▶ _Task input_:
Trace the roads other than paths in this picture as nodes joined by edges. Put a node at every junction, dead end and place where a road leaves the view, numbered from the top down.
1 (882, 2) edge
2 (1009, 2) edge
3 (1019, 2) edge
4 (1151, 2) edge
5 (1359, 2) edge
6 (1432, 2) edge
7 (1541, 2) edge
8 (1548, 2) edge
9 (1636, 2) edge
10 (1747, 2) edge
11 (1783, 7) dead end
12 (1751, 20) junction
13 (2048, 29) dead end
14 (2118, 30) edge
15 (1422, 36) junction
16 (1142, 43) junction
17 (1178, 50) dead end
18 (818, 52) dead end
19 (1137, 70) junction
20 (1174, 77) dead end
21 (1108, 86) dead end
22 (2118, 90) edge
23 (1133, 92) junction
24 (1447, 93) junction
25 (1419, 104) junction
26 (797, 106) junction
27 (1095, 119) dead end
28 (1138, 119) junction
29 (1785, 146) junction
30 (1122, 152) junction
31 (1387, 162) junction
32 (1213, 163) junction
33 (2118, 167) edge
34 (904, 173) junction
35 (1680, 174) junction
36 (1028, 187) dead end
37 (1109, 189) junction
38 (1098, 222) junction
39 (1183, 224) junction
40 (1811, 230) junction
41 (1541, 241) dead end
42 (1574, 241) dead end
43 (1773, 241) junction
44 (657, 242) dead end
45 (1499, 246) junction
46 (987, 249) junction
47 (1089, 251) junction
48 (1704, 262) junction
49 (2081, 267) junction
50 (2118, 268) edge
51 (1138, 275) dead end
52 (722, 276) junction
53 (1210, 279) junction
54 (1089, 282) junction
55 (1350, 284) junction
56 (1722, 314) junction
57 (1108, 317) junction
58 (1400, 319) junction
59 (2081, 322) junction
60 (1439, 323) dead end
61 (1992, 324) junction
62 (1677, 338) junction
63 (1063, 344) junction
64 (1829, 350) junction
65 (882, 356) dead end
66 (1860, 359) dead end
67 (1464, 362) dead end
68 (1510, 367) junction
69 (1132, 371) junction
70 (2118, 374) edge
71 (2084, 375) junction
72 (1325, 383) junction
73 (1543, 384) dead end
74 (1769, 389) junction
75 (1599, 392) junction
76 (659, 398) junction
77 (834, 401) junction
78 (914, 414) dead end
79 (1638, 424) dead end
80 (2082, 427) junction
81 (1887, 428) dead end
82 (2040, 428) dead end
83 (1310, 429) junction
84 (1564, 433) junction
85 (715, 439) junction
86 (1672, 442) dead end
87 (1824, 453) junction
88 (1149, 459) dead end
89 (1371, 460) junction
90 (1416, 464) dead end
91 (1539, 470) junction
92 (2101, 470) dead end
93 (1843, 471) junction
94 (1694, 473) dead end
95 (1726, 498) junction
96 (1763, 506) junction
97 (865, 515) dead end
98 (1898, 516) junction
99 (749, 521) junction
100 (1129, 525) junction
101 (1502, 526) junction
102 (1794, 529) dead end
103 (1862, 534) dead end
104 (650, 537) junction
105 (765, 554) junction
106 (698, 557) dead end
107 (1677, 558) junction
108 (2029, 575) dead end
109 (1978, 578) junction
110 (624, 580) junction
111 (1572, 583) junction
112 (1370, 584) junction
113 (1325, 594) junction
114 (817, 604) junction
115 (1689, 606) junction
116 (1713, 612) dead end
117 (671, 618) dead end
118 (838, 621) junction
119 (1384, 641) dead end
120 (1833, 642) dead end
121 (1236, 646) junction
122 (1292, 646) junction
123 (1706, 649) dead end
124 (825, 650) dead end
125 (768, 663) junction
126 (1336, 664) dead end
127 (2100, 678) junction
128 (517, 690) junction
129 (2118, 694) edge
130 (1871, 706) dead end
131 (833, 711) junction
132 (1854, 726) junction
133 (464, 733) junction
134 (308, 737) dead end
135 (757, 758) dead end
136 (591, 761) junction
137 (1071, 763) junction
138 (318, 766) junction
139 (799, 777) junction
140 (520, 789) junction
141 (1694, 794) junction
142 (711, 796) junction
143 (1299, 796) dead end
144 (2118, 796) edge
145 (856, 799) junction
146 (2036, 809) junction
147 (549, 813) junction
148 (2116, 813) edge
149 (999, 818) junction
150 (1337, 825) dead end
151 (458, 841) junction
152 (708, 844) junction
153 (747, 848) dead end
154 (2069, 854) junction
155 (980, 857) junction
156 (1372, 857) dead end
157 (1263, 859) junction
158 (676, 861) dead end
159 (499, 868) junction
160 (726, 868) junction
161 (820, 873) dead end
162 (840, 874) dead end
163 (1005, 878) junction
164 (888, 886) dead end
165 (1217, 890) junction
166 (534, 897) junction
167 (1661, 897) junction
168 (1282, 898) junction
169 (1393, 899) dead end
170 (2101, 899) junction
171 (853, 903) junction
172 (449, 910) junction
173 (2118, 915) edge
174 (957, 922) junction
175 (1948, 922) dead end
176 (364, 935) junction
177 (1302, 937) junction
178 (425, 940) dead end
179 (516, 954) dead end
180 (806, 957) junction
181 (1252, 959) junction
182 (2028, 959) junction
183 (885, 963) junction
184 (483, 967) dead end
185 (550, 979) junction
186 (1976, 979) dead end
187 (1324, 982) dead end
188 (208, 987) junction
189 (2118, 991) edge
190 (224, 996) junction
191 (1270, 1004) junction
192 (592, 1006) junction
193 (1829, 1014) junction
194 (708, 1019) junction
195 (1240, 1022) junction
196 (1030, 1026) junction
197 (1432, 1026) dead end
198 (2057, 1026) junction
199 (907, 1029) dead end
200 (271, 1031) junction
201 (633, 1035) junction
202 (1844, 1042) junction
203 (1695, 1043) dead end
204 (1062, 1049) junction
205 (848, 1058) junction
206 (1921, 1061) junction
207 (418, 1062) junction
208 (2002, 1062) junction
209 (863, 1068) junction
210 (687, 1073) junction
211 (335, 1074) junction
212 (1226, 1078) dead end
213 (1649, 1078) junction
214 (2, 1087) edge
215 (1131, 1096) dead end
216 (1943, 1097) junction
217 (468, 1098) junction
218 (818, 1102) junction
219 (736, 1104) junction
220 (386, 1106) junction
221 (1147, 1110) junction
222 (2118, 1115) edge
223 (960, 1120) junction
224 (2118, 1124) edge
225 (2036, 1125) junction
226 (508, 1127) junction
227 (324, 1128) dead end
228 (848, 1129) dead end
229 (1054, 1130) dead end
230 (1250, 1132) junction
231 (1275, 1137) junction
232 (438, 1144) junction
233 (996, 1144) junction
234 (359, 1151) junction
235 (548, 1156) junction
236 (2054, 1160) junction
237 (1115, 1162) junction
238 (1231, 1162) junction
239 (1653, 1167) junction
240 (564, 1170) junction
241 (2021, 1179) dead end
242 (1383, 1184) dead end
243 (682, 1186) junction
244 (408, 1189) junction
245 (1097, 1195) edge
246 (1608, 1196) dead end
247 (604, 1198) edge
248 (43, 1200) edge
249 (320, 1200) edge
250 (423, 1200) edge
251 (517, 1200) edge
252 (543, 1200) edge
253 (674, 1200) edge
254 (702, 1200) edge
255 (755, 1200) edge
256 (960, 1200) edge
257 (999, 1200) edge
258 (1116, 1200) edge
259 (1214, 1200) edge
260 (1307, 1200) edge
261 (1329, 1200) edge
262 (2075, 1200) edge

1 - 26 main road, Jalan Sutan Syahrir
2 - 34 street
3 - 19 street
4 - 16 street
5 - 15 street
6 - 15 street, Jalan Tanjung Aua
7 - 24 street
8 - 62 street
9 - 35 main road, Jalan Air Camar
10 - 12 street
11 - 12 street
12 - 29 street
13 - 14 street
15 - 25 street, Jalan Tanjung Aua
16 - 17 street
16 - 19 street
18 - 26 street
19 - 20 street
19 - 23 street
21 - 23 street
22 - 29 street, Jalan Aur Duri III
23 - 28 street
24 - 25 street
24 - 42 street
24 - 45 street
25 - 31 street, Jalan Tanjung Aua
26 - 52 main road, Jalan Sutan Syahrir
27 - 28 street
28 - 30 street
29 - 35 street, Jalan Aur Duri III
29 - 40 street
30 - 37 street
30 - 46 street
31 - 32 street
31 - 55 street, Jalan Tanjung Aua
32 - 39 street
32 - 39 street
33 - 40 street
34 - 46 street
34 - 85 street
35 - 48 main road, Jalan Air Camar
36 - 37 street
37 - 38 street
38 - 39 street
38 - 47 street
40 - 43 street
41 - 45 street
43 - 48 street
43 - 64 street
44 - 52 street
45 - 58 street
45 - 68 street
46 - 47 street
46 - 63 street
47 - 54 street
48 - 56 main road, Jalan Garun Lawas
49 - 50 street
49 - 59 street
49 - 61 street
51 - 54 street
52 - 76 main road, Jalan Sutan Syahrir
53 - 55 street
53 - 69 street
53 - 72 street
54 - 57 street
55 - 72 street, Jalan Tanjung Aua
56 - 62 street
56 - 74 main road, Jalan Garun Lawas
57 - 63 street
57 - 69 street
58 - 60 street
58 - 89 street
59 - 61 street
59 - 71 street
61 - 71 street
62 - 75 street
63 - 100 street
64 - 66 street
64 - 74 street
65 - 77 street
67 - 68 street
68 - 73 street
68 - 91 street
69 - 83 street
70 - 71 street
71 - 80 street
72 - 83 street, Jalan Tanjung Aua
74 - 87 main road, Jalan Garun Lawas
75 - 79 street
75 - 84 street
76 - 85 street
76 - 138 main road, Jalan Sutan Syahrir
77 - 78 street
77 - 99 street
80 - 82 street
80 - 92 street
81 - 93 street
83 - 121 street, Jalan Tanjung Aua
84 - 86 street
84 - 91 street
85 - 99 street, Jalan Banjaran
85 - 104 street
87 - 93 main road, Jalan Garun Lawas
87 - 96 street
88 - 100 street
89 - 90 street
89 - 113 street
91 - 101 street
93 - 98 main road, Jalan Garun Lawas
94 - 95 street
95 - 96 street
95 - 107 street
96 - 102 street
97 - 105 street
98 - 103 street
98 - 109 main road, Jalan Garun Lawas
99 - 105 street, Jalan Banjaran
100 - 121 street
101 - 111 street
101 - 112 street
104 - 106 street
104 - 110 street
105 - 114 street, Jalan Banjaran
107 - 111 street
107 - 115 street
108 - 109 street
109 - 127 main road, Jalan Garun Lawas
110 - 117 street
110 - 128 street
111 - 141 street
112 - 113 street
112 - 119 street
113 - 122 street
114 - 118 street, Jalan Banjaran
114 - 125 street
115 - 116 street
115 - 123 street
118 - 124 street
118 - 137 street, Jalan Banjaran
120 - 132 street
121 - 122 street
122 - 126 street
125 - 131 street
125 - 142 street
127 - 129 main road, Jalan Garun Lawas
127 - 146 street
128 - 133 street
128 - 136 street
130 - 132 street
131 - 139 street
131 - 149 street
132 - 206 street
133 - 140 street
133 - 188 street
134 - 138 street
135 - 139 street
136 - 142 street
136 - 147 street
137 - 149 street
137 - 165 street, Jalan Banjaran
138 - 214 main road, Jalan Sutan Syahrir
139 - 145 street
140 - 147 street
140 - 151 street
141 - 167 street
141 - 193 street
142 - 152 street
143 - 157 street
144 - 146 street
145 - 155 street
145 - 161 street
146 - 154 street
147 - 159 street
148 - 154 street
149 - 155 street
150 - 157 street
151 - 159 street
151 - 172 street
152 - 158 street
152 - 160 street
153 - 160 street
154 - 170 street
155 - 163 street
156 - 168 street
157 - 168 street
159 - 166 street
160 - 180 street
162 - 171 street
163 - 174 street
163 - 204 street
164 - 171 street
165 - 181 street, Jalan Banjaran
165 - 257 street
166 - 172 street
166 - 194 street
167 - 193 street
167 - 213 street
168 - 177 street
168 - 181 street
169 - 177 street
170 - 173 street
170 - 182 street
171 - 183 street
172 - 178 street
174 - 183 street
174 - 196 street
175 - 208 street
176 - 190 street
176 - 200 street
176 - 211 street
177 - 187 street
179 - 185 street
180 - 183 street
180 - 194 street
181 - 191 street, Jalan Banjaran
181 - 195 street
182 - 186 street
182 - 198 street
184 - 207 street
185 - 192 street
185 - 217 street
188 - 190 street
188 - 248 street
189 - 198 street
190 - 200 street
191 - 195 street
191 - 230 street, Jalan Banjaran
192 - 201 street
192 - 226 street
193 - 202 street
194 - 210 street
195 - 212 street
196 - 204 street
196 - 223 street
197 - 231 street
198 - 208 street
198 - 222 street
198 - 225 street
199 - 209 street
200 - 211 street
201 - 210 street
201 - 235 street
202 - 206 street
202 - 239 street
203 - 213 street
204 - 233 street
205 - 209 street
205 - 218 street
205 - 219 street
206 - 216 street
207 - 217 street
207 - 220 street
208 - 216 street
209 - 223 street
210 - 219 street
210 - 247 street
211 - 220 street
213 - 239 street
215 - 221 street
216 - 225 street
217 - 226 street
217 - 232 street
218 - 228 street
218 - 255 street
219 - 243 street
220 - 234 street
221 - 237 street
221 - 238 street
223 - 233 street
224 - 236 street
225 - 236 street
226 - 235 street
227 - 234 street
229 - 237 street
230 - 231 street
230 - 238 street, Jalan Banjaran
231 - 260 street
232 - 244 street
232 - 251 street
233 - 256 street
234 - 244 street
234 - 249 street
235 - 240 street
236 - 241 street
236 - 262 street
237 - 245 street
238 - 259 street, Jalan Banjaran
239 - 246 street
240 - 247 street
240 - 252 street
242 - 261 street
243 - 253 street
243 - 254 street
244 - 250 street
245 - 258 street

▶ _Activity_:
Lines with the word "Garun": copy each one from the data above.

▶ _Written reply_:
48 - 56 main road, Jalan Garun Lawas
56 - 74 main road, Jalan Garun Lawas
74 - 87 main road, Jalan Garun Lawas
87 - 93 main road, Jalan Garun Lawas
93 - 98 main road, Jalan Garun Lawas
98 - 109 main road, Jalan Garun Lawas
109 - 127 main road, Jalan Garun Lawas
127 - 129 main road, Jalan Garun Lawas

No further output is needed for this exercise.